After Minister Puthucheary’s keynote address, the Forum started its first gamification session to facilitate discussion and exchange among the delegates and industry experts.
the morning, the Forum had four interactive gamification sessions. Throughout
the Forum sessions, participants candidly shared their experience and concerns
as part of the interactive peer learning experience.
In between the gamification sessions, there were three presentations that aim to share knowledge and inspire participants in their digital transformation journeys. The three presentations were as follow:
Mr Tan Eng Pheng, Assistant Chief Executive (Services) of GovTech shared Singapore Government’s experience in digitalisation. He started his presentation by drawing a line between digitisation and digitalisation. According to Mr Tan, government agencies should seek to pursue digitalisation, which is the use of technology to integrate with processes to drive change and create much wider impact.
He gave a few examples of Singapore’s efforts in digitalisation, including the creation of national digital identity through the SingPass and CorpPass, the Parking.SG app, HDB Resale Portal, OneService mobile app, etc. All of these examples highlighted how technology can assist the government in delivering citizen centric services.
“Digitalisation is part of the Singapore public service transformation,” he said.
In this transformation, the Singapore Government leverage technology to improve public services to meet rising expectation of citizens as well as to empower citizens to capture opportunities in digital transformation through reskilling workforce and redesigning job roles.
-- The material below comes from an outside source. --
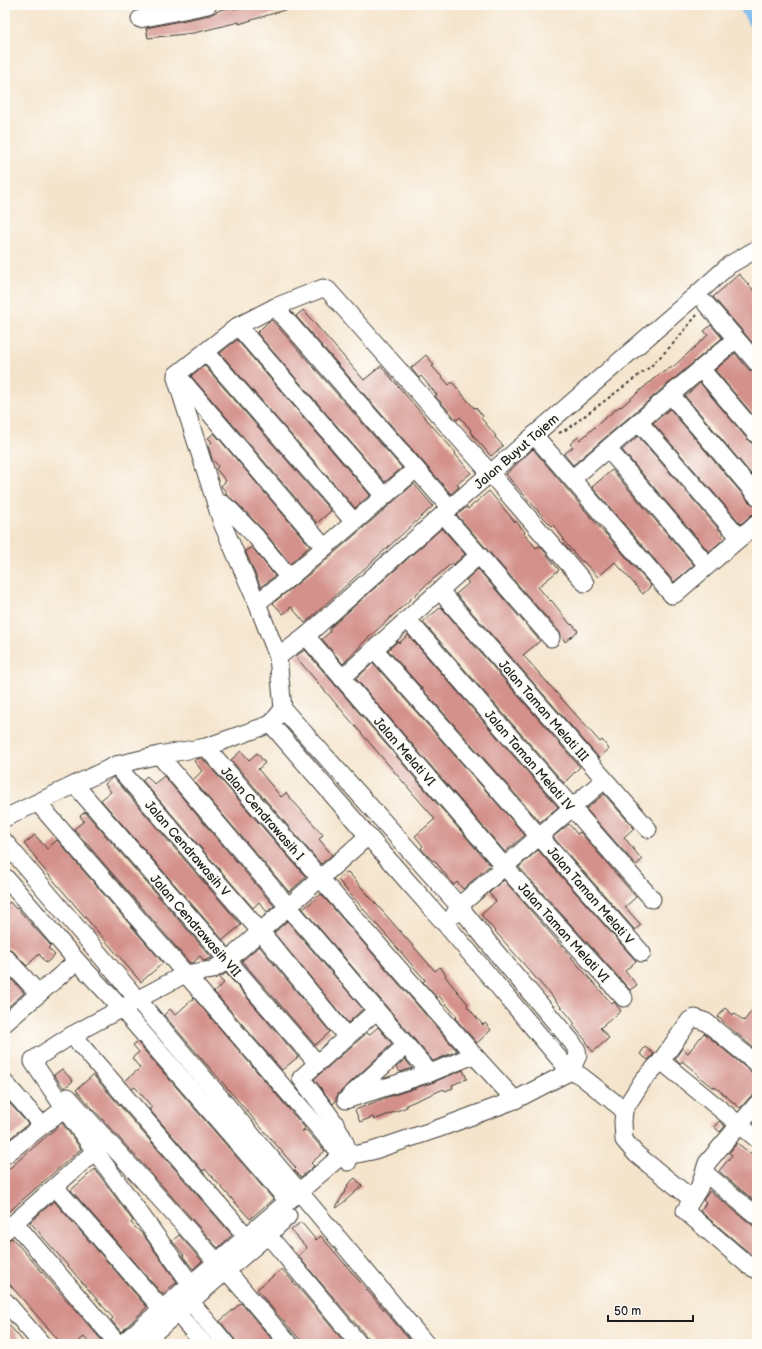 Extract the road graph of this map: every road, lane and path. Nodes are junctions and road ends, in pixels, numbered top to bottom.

To conclude, Mr Tan distilled key learning principles which he summarised as a mindset shift towards ABC – Agile, Bold, and Collaborative.
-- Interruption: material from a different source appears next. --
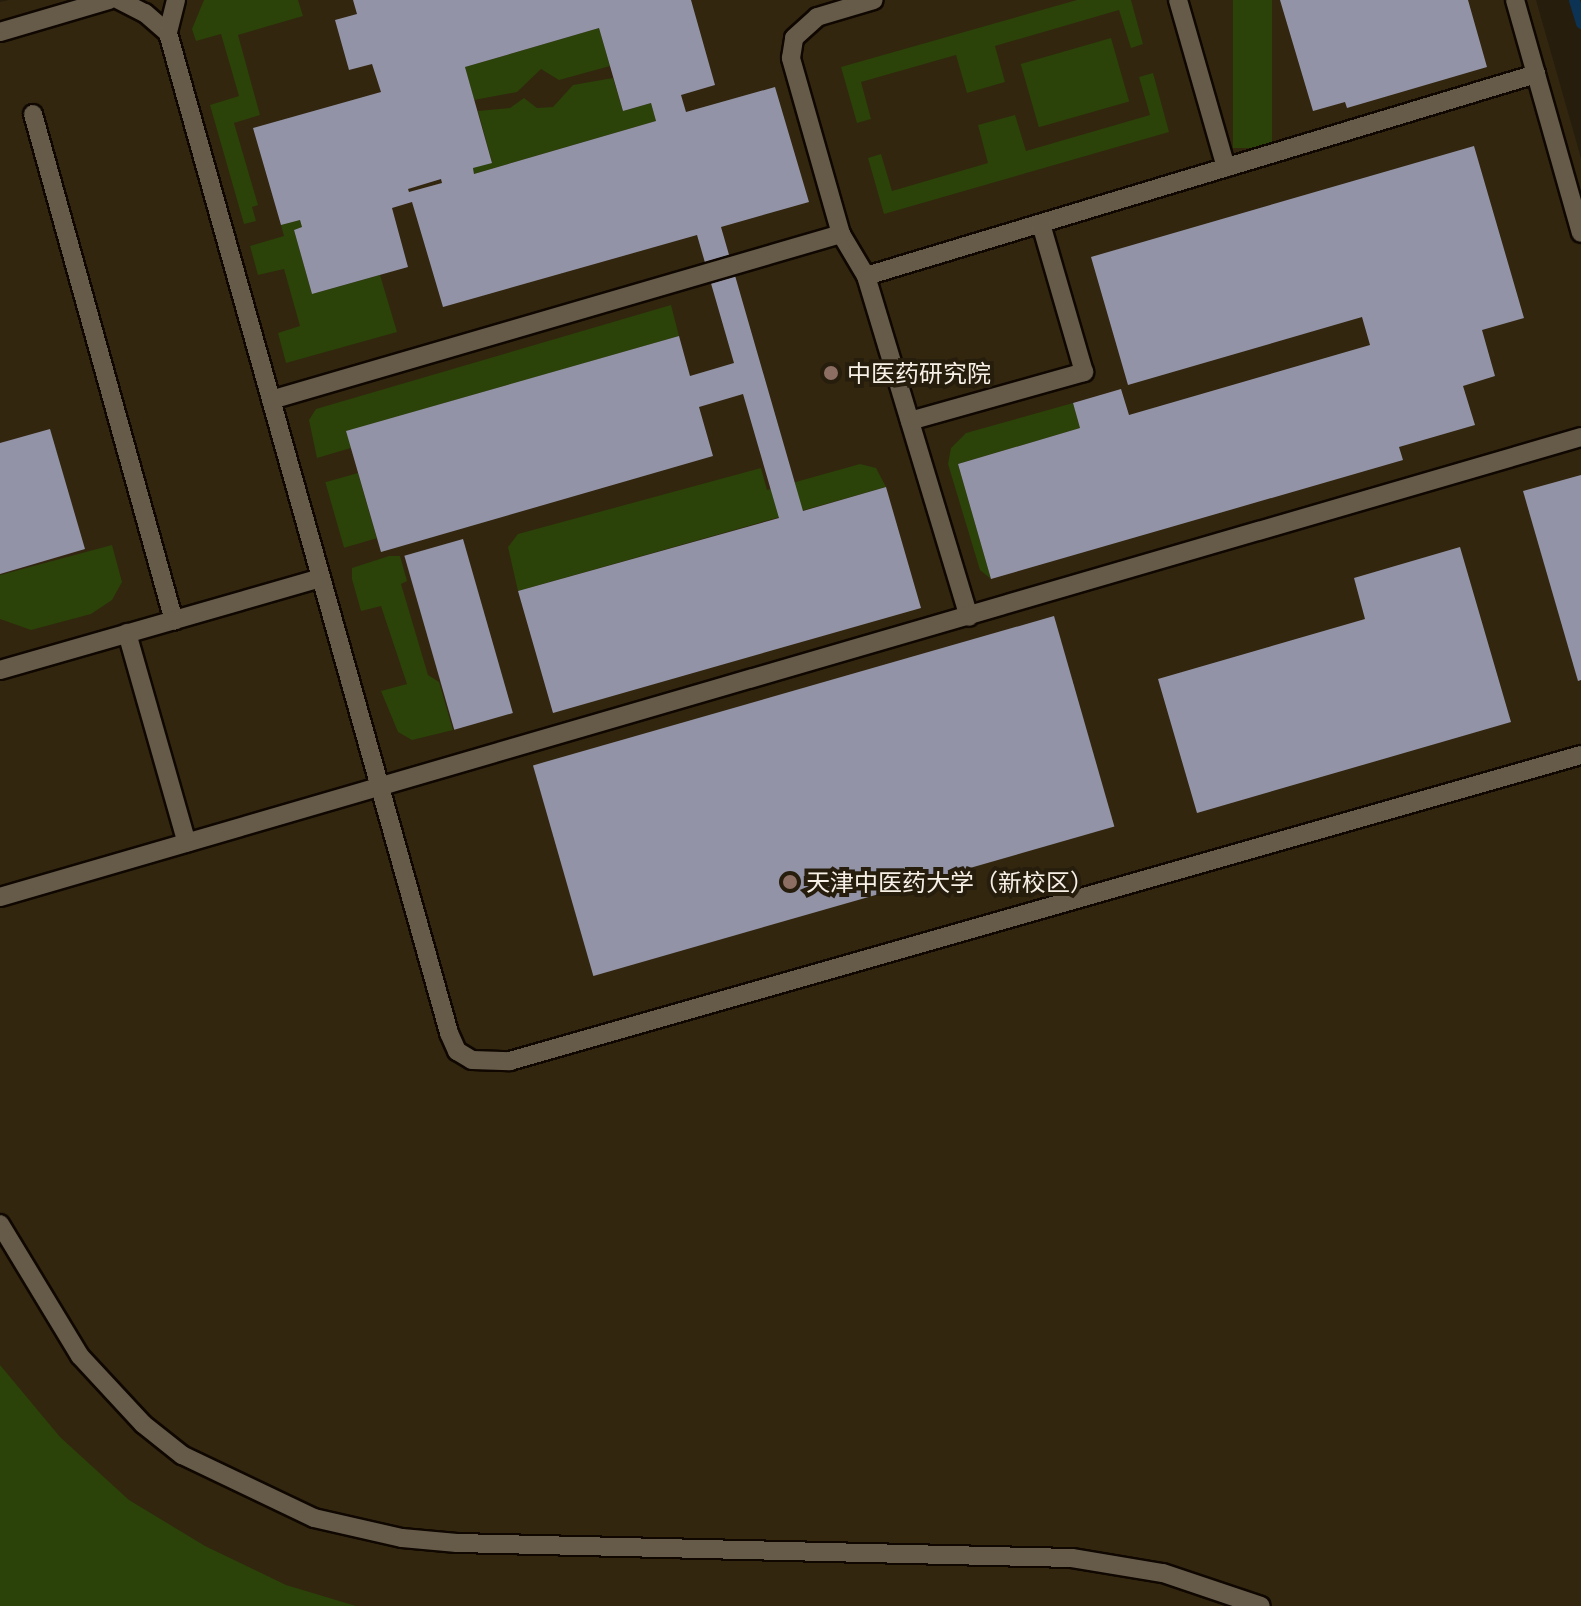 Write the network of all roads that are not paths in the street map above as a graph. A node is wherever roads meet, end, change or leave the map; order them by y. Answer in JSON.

Dr Omar Hatamleh, Chief Innovation Officer, Engineering at National Aeronautics & Space Administration (NASA) Johnson Space Center (JSC) and Executive Director of the Space Studies Program at International Space University gave an international perspective.
In his thought-provoking presentation, Dr Hatamleh spoke about a future with innovation – how technology will be disrupting the future economy. He also highlighted the role of artificial intelligence (AI) and robotics, and the effect of technology on future job markets. According to Dr Hatamleh, technology will transform the social fabric of our society from how humans interact with each other to eventually humans interacting with their AI companions. He emphasised the importance of bridging the gap between academic institutions and industry, in terms of investing in education needed to fill the future jobs, and producing technology that is aligned industry needs.
Mr Martin Yates, Chief Technology Officer and Homeland Security Director at DELL EMC, Singapore and South East Asia, Emerging Markets, gave an industry perspective on how to build a smart digital city nation.
According to Mr Yates, rapid urbanisation is one of the biggest challenges of the 21st century. Cities around the region and the globe face similar challenges, such as traffic congestion. These challenges in turn inhibit the effective productivity of a city as well as the quality of life. He also highlighted a few emerging technology trends including the faster proliferation of IoT devices, acceleration of security risks, rapid adoption of AI, accelerated demand for analytics, and rapid use of blockchain.
As a Chief Technology Officer, Mr Yates assists cities around the region in planning their ICT strategy to maximise their potential investments and provide internal future technology roadmaps. Mr Yates emphasised that the ICT strategy must be reviewed. He zoomed in to four areas of city transformation: (1) digital transformation, (2) IT transformation, (3) workforce transformation, and (4) security transformation.